Man’s benevolence blooms
The city is awash with stunning flower displays this summer. Hanging baskets are suspended from light poles. Massive flower pots line Downtown Plaza. A colorful bed is planted on the shore of Sisseton Lake.
But the most stunning array is located in Lincoln Park. While the city plants and maintains the monochromatic beds on the west side of the park, all the blooms from the street to the large arbor have been voluntarily purchased, planted, watered and weeded by one resident — Craig Nelson. He didn’t originally plan to tackle such a big job. It just worked out that way.
A newspaper article in the fall of 2011 caught Nelson’s eye. With the financial crunch causing a reduction in the number of municipal employees, the city was looking for volunteers to take over some beautification chores in the parks. If people didn’t step up, the existing five flower beds in Lincoln Park would be replaced with sod.
When another plea for volunteers was issued the following spring, Nelson agreed to take over two of the plots. When no one else stepped up, he took two more. Then he took the final one.
“The first year, 2012, I ended up taking over those five. Three years ago, I took over the small arbor,” he said. “I’ve added 10 beds, and then I took over both of the pedestal planters.”
Now in his sixth season, Nelson recently added five planters surrounding the flag pole, and he has simplified some of his initial practices.
“The first couple of years, I used an old garden hose. I’d coil it up, put it in a big garbage bag and hide it under a large shrub so I didn’t have to haul it every day,” he said. “Now I have 100 feet of collapsible hose that I can carry in a bucket.”
Nelson planned to keep a log this year, recording the number of trips he makes to the park and the number of hours he spends working on the flowers, but he got busy with his planting and never kept track.
“I’m here between 180 and 250 times a year. When I’m planting, it can be three, four or five times a day, so it’s probably closer to 250,” he said.
This prompts the question — why?
“This park just has a lot of history for my family,” Nelson said. “When I was a kid, our farm wasn’t even a mile north of here. I probably went by here as a kid a million times. At that time, there were stone pillars on either side of the entrance. When I was in college, my mom owned the second house from the park so my younger siblings played here. We went snow sledding here.”
Those strong feelings of nostalgia blend with his appreciation for the beauty of the land.

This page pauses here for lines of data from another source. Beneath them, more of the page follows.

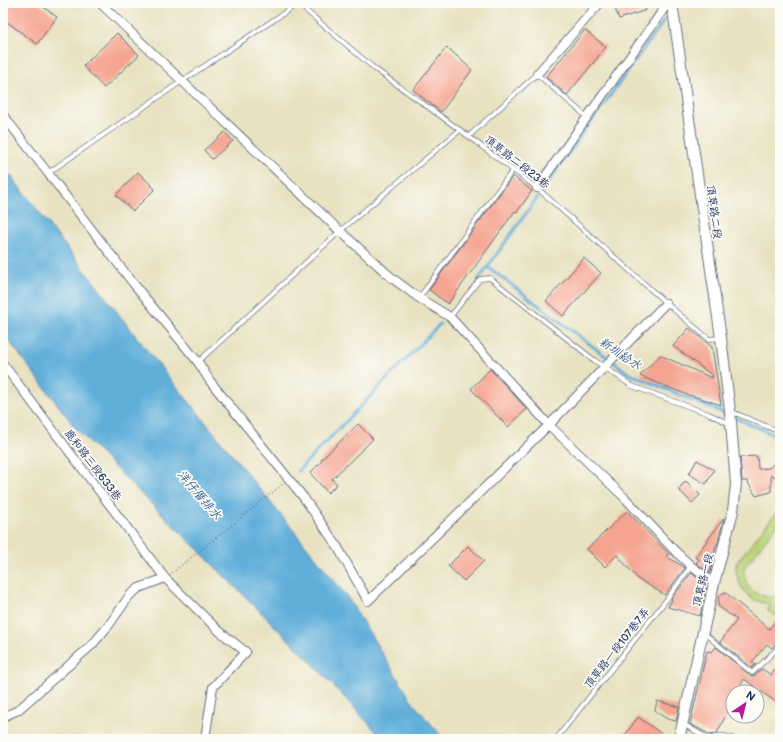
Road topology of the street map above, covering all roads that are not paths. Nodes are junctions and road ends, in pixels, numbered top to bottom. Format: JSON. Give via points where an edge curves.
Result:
{"nodes":[{"id":1,"x":100,"y":3,"type":"edge"},
{"id":2,"x":298,"y":3,"type":"edge"},
{"id":3,"x":600,"y":3,"type":"edge"},
{"id":4,"x":668,"y":3,"type":"edge"},
{"id":5,"x":672,"y":3,"type":"edge"},
{"id":6,"x":537,"y":74,"type":"junction"},
{"id":7,"x":182,"y":81,"type":"junction"},
{"id":8,"x":3,"y":115,"type":"edge"},
{"id":9,"x":587,"y":117,"type":"junction"},
{"id":10,"x":460,"y":130,"type":"junction"},
{"id":11,"x":469,"y":136,"type":"junction"},
{"id":12,"x":513,"y":170,"type":"junction"},
{"id":13,"x":48,"y":173,"type":"junction"},
{"id":14,"x":537,"y":188,"type":"junction"},
{"id":15,"x":340,"y":230,"type":"junction"},
{"id":16,"x":419,"y":298,"type":"junction"},
{"id":17,"x":666,"y":303,"type":"junction"},
{"id":18,"x":450,"y":317,"type":"junction"},
{"id":19,"x":721,"y":338,"type":"junction"},
{"id":20,"x":198,"y":362,"type":"junction"},
{"id":21,"x":3,"y":364,"type":"edge"},
{"id":22,"x":605,"y":368,"type":"junction"},
{"id":23,"x":730,"y":411,"type":"junction"},
{"id":24,"x":549,"y":424,"type":"junction"},
{"id":25,"x":731,"y":424,"type":"junction"},
{"id":26,"x":780,"y":432,"type":"edge"},
{"id":27,"x":691,"y":566,"type":"junction"},
{"id":28,"x":165,"y":578,"type":"junction"},
{"id":29,"x":714,"y":583,"type":"junction"},
{"id":30,"x":703,"y":633,"type":"junction"},
{"id":31,"x":780,"y":646,"type":"edge"},
{"id":32,"x":3,"y":717,"type":"edge"},
{"id":33,"x":682,"y":724,"type":"junction"},
{"id":34,"x":204,"y":739,"type":"edge"},
{"id":35,"x":556,"y":739,"type":"edge"},
{"id":36,"x":679,"y":739,"type":"edge"},
{"id":37,"x":710,"y":739,"type":"edge"},
{"id":38,"x":734,"y":739,"type":"edge"}],
"edges":[{"from":1,"to":7,"type":"street"},
{"from":2,"to":7,"type":"lane"},
{"from":2,"to":10,"type":"lane","name":"頂草路二段23巷","via":[[375,69]]},
{"from":3,"to":6,"type":"street"},
{"from":4,"to":9,"type":"street"},
{"from":5,"to":19,"type":"street","name":"頂草路二段"},
{"from":6,"to":9,"type":"lane"},
{"from":6,"to":11,"type":"lane"},
{"from":7,"to":13,"type":"lane"},
{"from":7,"to":15,"type":"street"},
{"from":8,"to":13,"type":"street"},
{"from":9,"to":14,"type":"street"},
{"from":10,"to":11,"type":"lane","name":"頂草路二段23巷"},
{"from":10,"to":15,"type":"lane"},
{"from":11,"to":12,"type":"lane","name":"頂草路二段23巷"},
{"from":12,"to":14,"type":"lane","name":"頂草路二段23巷"},
{"from":12,"to":16,"type":"lane"},
{"from":13,"to":20,"type":"street"},
{"from":14,"to":17,"type":"lane","name":"頂草路二段23巷"},
{"from":15,"to":16,"type":"street","via":[[392,278]]},
{"from":15,"to":20,"type":"lane"},
{"from":16,"to":18,"type":"street"},
{"from":17,"to":19,"type":"lane","name":"頂草路二段23巷","via":[[709,338]]},
{"from":17,"to":22,"type":"street"},
{"from":18,"to":22,"type":"lane","via":[[480,279],[490,278]]},
{"from":18,"to":24,"type":"street"},
{"from":19,"to":23,"type":"street","name":"頂草路二段"},
{"from":20,"to":24,"type":"street","via":[[210,381],[304,498],[337,546],[368,601]]},
{"from":21,"to":28,"type":"street","name":"鹿和路三段633巷"},
{"from":22,"to":24,"type":"street"},
{"from":22,"to":25,"type":"lane","via":[[632,386]]},
{"from":23,"to":25,"type":"street","name":"頂草路二段"},
{"from":23,"to":26,"type":"lane"},
{"from":24,"to":27,"type":"street"},
{"from":25,"to":29,"type":"street","name":"頂草路一段","via":[[735,498]]},
{"from":27,"to":29,"type":"street"},
{"from":27,"to":35,"type":"lane","name":"頂草路一段107巷7弄"},
{"from":28,"to":32,"type":"street","via":[[139,588],[130,595],[92,645],[18,710]]},
{"from":28,"to":34,"type":"street","name":"鹿和路三段633巷","via":[[219,631],[246,652],[213,687]]},
{"from":29,"to":30,"type":"street","name":"頂草路一段"},
{"from":30,"to":31,"type":"lane","via":[[752,673]]},
{"from":30,"to":33,"type":"street","name":"頂草路一段"},
{"from":33,"to":36,"type":"street","name":"頂草路一段"},
{"from":33,"to":37,"type":"lane"},
{"from":37,"to":38,"type":"lane","via":[[725,735]]}]}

“To me, it’s one of the most beautiful spots on the planet,” he said. “We have some of the most gorgeous trees here. The contour of the park is just beautiful the way it slopes down into Lake George. It’s a place for reflection. I love it, and that’s why I couldn’t stand the thought that they were just going to grass it over.”
Although the numerous beds look like perfection, Nelson is quick to laugh and admit his errors.
“I’ve been down some wrong roads,” he said. “Three years ago, I planted some sunflowers that were supposed to get 6-8 feet tall. They were off to a nice start. Then they went all over the place. I started all over the next year.”
Nelson is retired now, but the first year he took on the gardening duties at Lincoln Park, he was still working full-time.
“This is my sixth year now, and I’m hoping that God will let me do it for 10,” he said.